Dr. Jakub Tolar, dean of the University of Minnesota Medical School, spoke at the Manova Global Summit on the Future of Health and said that doctors have certainly changed with the times, but not as much as patients.

"You have watched Gray's Anatomy and ER and Scrubs,'' he said, addressing health care consumers in the audience. "And you know what STAT means."

"One third of you," he added, "when you have a problem, when you have something that is not right … you go on the web and you find a diagnosis there. So that's where you go first."

To address these changes, one solution at the U is to change medical education to make doctors more part of a team when providing care — a team that includes patients and also nurses, pharmacists, nutritionists and others, Tolar said.

A health sciences education center that is under construction on campus will help create that team atmosphere by having students train to be doctors and nurses and other health professionals by completing simulations of medical situations together.
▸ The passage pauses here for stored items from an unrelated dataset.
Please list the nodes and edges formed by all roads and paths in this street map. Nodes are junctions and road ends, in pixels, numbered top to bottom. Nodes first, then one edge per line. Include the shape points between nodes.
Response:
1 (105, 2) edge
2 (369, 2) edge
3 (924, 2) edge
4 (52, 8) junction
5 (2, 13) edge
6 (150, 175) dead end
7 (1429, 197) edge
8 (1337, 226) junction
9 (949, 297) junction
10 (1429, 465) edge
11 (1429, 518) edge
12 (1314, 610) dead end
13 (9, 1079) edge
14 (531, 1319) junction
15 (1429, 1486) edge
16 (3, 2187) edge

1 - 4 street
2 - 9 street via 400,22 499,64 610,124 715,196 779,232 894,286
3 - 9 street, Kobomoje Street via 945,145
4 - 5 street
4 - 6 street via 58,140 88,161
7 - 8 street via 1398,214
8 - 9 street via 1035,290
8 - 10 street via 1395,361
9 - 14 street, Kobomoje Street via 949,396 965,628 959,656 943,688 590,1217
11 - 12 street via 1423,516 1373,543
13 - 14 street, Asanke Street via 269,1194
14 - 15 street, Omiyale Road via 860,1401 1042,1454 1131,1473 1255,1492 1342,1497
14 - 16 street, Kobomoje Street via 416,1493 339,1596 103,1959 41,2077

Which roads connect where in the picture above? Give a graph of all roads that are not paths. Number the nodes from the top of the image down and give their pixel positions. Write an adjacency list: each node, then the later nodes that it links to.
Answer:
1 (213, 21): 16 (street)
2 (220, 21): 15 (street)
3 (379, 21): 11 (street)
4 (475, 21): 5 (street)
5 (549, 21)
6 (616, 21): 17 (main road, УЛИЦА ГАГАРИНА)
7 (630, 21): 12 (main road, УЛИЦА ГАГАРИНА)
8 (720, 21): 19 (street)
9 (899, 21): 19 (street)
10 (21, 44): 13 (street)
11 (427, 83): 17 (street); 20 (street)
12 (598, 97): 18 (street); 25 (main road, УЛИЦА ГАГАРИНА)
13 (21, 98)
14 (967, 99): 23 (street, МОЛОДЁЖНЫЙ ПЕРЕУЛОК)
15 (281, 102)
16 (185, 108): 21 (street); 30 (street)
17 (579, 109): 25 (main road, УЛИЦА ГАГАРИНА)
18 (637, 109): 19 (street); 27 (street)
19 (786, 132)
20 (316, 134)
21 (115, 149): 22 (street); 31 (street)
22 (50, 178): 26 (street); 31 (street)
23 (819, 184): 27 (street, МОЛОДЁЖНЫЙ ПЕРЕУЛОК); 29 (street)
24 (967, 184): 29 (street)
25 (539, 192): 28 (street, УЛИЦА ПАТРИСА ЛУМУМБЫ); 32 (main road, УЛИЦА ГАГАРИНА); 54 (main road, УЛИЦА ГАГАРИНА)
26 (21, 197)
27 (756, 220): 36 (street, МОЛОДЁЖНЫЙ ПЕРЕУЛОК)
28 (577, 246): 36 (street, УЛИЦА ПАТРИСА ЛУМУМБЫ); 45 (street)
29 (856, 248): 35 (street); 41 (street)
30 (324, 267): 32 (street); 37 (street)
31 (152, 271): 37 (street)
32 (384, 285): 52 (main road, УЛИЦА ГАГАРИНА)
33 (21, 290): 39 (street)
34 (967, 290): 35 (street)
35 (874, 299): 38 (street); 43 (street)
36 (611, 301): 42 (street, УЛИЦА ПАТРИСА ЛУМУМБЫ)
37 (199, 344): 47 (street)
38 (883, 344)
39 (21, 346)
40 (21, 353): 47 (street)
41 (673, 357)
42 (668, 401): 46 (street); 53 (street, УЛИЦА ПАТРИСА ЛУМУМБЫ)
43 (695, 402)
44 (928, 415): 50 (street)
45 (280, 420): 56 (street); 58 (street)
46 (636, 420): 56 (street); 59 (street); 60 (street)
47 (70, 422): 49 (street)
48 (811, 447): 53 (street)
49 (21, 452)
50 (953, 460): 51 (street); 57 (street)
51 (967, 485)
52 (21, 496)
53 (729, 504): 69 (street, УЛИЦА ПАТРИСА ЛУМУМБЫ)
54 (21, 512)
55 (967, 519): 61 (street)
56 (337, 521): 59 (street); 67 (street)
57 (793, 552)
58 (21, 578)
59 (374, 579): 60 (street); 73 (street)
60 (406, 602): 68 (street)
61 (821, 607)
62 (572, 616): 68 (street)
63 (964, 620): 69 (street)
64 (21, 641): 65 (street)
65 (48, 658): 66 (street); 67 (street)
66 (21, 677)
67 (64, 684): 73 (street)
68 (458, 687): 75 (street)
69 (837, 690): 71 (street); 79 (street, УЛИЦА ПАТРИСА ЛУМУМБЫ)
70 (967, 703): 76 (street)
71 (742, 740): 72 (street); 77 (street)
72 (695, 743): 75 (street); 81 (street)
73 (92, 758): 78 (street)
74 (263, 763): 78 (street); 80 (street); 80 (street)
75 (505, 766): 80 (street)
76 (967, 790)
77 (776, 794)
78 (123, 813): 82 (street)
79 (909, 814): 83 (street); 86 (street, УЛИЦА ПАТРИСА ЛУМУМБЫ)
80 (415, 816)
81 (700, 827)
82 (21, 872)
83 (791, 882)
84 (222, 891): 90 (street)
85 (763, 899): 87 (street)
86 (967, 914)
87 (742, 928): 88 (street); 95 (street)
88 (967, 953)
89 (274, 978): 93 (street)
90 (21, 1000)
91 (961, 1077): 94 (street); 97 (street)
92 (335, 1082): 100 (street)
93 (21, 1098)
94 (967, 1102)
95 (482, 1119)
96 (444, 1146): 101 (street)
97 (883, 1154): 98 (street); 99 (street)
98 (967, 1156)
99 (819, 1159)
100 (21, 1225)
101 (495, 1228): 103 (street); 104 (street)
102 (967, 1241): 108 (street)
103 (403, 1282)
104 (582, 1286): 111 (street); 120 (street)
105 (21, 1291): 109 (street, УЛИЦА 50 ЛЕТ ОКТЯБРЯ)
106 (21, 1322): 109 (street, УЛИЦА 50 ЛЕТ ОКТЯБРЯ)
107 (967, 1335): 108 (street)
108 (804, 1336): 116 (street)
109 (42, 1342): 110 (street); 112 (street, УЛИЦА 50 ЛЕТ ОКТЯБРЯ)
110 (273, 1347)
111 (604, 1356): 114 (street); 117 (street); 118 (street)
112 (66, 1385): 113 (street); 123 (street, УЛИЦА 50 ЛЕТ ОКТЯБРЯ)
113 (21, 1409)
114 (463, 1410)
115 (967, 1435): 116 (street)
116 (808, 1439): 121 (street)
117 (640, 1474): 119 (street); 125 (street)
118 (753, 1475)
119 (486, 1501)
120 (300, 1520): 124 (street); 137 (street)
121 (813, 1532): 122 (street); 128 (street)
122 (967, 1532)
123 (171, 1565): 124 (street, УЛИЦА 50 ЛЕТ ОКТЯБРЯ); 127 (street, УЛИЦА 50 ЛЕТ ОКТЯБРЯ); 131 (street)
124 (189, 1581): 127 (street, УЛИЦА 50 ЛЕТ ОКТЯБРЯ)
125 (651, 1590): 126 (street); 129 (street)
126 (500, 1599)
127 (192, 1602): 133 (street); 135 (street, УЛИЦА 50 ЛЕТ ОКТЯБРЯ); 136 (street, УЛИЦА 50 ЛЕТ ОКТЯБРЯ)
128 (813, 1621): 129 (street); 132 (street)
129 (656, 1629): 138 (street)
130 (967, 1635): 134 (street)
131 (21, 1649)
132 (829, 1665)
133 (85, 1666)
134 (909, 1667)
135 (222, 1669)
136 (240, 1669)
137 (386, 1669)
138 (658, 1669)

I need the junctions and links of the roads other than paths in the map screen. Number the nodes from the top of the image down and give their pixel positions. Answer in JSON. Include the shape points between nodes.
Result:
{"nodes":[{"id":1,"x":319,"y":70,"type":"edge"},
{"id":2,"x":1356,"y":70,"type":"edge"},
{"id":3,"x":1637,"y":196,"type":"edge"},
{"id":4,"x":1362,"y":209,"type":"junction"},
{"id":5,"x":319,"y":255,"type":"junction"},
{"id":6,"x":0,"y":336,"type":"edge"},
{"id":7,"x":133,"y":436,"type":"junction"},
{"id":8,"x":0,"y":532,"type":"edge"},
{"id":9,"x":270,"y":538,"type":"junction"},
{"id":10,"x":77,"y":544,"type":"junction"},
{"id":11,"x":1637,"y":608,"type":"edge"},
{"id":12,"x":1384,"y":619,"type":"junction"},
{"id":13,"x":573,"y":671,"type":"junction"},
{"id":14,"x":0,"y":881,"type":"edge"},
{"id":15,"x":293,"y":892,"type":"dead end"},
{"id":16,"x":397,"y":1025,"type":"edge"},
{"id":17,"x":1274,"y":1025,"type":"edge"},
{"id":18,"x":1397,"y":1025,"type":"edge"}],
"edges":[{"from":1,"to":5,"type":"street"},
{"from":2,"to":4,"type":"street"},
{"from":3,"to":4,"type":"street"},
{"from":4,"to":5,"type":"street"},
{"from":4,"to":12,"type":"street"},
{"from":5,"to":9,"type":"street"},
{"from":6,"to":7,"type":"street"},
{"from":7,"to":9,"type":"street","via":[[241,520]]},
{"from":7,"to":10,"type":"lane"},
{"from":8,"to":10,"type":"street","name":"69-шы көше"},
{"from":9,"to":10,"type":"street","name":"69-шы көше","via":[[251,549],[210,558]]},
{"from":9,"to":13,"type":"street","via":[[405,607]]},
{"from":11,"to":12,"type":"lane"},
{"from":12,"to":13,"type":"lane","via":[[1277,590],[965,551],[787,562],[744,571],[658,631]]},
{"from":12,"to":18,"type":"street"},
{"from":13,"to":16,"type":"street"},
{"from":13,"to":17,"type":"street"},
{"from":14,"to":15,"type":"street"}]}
Incoming medical students come from the same generations as the young adults who expect more on-demand health care, but Tolar said health education is still about practicing real-life scenarios — whether it is restarting a patient's heart or working as part of a patient care team.

"It's not enough" to read about new health care practices, he said. "You actually have to see it in action."

Corporate health care leaders at the summit described other ways that young adults are pressing for changes in health care.

Shawn Leavitt, a vice president for employee benefits at Comcast, said future patients won't tolerate "evil'' pharmacy benefit managers in their current role of maximizing profits and rebates by restricting formularies and access to medications.

Dr. Thomas Van Gilder, Walmart's chief medical officer for health and wellness programs, said they also won't tolerate long waits, and will want care when they want it.

"We better be ready to deliver it," he said.

Tolar agreed. He said recent discoveries in medicine have been lifesaving and extraordinary, and yet many patients still find themselves feeling alone, angry and confused in the health care system.

"When you make a call to get an answer [to a health care problem], you hear 10 minutes of Schubert and then somebody picks up and gets you somewhere where you didn't want to be in the first place," he said. "And finally somebody is going to give you an appointment in seven weeks. It's ridiculous."